Updated on February 21, 2010

Accenture Drops Tiger Woods From Its Ads

January 16, 2009

Turning to the MARKETPLACE page of this past Thursday's Wall Street Journal (Jan 14, 2010) the first thing that caught my eye was a color picture of an elephant standing upright on its hind legs on a surf board ridding the waves.

This picture was partially covering a color photo which I had seen in ads previously. The partially covered ad was one that Accenture, the global management and consulting firm, had been running featuring Tiger Woods.

The Wall Street Journal article went on to describe that after deciding on December 13, 2009, following Tiger Woods' now famous Thanksgiving weekend car crash to end its six year use of Woods in its advertising.

Tiger Woods on USS George Washington 2004

Public Domain Photo U.S. Navy photo by Photographer's Mate 1st Class Brien Aho  (courtesy of U.S. Navy )
Public Domain Photo U.S. Navy photo by Photographer's Mate 1st Class Brien Aho (courtesy of U.S. Navy )

Image and People's Perceptions Have Value

Now, instead of using Tiger Woods to convey its message of High Performance, Delivered, the company will use images of animals rising delivering high performance in tough spots.

Accenture is one of the many major corporations to dump Tiger from its ads and this is having a major impact on Tiger's income as will be shown below, his annual income from commercial endorsements is six times that of his record breaking earnings from Pro Golf.

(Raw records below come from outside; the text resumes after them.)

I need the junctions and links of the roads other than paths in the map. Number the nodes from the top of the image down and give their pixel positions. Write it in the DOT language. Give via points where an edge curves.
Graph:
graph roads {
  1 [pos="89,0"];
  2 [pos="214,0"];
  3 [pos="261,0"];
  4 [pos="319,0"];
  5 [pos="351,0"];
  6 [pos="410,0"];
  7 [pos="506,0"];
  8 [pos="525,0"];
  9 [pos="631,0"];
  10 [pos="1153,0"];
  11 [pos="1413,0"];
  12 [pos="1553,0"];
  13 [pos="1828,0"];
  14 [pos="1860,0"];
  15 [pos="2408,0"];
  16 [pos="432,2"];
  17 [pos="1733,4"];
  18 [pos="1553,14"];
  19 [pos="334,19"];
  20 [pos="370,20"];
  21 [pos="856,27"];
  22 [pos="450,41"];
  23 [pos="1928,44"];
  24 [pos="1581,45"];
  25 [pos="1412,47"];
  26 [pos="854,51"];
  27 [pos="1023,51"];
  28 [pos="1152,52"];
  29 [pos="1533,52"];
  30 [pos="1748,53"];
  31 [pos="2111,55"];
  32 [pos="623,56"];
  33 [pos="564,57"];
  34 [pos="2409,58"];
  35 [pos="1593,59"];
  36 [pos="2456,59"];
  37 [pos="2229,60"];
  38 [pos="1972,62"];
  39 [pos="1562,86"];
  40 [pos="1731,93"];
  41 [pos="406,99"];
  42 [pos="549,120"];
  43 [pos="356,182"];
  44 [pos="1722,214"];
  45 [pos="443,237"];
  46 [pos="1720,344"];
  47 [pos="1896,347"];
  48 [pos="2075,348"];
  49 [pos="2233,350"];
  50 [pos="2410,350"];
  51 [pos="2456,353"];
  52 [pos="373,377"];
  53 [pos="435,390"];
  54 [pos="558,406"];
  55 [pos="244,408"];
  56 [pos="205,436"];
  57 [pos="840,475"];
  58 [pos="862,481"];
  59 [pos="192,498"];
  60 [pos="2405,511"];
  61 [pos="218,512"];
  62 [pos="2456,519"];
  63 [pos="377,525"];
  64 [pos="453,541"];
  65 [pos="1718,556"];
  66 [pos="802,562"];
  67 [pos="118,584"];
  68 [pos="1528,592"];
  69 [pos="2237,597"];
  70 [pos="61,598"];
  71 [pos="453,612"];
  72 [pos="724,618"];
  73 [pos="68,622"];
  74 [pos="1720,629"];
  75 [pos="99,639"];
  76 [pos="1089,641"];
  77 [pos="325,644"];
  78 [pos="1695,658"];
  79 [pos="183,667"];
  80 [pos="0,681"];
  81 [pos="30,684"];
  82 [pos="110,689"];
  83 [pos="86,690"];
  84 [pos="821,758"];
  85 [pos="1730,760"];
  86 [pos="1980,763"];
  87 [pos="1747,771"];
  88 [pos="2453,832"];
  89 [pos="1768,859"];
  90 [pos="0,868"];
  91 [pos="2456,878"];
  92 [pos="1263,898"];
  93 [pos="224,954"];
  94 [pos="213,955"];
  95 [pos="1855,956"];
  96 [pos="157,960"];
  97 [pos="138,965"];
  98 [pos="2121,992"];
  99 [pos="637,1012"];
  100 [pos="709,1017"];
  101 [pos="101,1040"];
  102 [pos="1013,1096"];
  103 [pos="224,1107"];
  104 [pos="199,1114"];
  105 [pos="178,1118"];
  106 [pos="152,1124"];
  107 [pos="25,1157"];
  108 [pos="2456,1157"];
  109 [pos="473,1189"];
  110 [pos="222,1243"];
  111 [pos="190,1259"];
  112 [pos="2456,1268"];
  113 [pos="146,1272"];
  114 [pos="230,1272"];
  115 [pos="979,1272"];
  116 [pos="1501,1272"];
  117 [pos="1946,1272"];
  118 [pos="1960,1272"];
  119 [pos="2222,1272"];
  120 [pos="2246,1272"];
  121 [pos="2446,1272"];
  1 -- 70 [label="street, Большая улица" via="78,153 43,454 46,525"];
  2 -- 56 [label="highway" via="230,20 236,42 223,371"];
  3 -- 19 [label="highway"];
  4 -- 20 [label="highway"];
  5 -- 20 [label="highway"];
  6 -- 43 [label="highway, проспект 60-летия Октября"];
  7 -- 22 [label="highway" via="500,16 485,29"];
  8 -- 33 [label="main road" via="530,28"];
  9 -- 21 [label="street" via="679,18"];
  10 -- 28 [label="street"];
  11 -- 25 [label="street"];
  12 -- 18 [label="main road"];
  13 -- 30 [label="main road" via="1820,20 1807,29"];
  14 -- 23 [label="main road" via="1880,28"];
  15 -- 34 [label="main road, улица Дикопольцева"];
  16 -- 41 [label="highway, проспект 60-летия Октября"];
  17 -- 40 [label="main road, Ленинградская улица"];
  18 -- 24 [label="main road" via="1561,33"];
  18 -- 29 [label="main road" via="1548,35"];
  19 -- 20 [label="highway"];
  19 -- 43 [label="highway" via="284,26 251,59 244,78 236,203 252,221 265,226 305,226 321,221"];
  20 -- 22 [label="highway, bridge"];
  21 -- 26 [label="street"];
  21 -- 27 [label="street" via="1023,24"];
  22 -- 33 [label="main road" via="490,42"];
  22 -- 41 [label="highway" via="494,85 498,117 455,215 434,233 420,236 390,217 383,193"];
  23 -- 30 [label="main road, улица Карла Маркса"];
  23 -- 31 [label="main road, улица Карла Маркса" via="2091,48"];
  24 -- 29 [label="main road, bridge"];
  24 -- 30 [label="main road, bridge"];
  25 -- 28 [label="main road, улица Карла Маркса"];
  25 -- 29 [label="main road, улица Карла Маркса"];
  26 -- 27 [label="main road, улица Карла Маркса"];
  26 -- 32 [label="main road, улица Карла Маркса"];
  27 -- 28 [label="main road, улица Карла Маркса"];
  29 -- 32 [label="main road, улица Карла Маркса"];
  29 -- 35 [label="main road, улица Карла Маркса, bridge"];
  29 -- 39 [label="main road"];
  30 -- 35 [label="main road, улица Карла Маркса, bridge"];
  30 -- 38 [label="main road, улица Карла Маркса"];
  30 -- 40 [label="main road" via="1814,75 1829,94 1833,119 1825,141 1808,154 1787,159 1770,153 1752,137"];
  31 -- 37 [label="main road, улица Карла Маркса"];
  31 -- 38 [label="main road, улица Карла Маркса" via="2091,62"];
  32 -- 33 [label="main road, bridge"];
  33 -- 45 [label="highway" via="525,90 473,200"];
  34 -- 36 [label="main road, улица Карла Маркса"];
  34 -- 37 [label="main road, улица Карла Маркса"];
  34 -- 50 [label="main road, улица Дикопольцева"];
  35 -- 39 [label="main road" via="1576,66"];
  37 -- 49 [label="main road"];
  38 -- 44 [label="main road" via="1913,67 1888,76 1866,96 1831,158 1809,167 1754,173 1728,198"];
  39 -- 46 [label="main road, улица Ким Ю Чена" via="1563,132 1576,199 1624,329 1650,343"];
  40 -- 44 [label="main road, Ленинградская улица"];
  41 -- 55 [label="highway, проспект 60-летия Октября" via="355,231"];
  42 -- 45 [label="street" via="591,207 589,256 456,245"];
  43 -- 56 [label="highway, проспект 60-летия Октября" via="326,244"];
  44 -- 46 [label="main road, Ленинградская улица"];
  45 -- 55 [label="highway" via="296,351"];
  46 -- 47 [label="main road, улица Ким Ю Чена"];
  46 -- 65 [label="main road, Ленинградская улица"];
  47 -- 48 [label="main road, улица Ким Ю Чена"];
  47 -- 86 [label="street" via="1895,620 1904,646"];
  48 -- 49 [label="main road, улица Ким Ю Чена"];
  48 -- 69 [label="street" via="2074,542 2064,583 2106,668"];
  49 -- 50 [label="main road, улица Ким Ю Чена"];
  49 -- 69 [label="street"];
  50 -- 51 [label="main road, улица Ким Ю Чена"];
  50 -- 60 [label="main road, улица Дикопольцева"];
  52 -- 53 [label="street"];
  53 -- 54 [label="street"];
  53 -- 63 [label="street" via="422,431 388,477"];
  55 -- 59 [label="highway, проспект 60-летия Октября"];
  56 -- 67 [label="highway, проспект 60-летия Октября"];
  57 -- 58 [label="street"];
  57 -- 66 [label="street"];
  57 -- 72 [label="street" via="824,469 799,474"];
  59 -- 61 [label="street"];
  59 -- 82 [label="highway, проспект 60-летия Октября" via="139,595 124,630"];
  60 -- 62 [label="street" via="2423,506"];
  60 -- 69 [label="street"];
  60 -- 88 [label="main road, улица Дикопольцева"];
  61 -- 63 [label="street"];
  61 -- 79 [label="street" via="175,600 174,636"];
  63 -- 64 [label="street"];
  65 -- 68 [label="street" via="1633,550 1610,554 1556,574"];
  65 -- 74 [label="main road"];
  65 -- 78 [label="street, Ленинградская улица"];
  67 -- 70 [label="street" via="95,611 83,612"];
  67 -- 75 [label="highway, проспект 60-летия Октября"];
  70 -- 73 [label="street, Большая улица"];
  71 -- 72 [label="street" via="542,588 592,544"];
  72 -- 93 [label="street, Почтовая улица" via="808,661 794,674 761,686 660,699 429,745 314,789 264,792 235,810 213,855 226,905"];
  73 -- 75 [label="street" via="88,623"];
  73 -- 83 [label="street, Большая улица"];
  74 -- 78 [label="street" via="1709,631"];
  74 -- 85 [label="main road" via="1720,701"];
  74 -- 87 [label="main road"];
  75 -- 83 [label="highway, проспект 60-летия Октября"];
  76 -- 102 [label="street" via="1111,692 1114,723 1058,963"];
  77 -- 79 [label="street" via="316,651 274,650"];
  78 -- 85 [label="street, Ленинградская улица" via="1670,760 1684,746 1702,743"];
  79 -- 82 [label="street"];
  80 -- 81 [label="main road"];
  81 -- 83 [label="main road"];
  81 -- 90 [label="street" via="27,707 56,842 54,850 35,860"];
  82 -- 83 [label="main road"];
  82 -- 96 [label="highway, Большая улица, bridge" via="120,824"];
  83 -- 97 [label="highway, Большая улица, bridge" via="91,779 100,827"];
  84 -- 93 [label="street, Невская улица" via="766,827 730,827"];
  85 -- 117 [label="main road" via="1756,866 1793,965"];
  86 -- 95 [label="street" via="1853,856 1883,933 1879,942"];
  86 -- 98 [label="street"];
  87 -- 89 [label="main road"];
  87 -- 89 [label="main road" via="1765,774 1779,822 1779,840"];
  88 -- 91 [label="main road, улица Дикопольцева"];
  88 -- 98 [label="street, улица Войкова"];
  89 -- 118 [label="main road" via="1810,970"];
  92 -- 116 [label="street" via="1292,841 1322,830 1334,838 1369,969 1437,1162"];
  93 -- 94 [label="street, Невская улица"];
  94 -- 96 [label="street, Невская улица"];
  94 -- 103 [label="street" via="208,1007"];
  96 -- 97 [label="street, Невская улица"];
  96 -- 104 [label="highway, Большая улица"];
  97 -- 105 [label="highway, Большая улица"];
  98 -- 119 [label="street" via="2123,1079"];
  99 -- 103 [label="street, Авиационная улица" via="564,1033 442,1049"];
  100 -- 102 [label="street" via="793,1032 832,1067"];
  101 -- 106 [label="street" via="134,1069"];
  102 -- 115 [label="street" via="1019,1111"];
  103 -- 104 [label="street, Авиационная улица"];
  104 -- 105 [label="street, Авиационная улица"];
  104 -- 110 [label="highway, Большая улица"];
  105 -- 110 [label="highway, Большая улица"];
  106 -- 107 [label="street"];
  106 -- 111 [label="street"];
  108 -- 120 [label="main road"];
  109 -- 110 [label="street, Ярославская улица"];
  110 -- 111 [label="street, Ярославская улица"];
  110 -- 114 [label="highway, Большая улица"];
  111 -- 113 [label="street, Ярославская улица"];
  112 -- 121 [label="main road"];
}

Even if Tiger Woods continues to play and win on the Pro Golf Tour, an activity he has currently suspended for the time being, the hit to his income would be substantial.

Image and other people's perceptions, which are key ingredients in a person's or business's reputation, are important and can have a major effect on income and revenue.

Two homes that are identical in every respect, including the costs of the land, labor and materials that went into building them, but are located in different parts of town will often sell for widely different prices.

A masterpiece by a famous artist can be worth millions while a exact duplicate so exact that only a trained expert can tell the difference, will, once it is known to be a forgery, be lucky if its price exceeds the cost of the paint and canvas used to produce it.

Tiger Woods was a Global Brand

Tiger Woods, in addition to being a great golfer, was also a global brand which was valuable more because of his image than his golf skills.

Sure, without his golf skills, his reputation for hard work and for the intense concentration he brought to his golf game, he wouldn't have been able to achieve the fame needed to create and capitalize on his brand.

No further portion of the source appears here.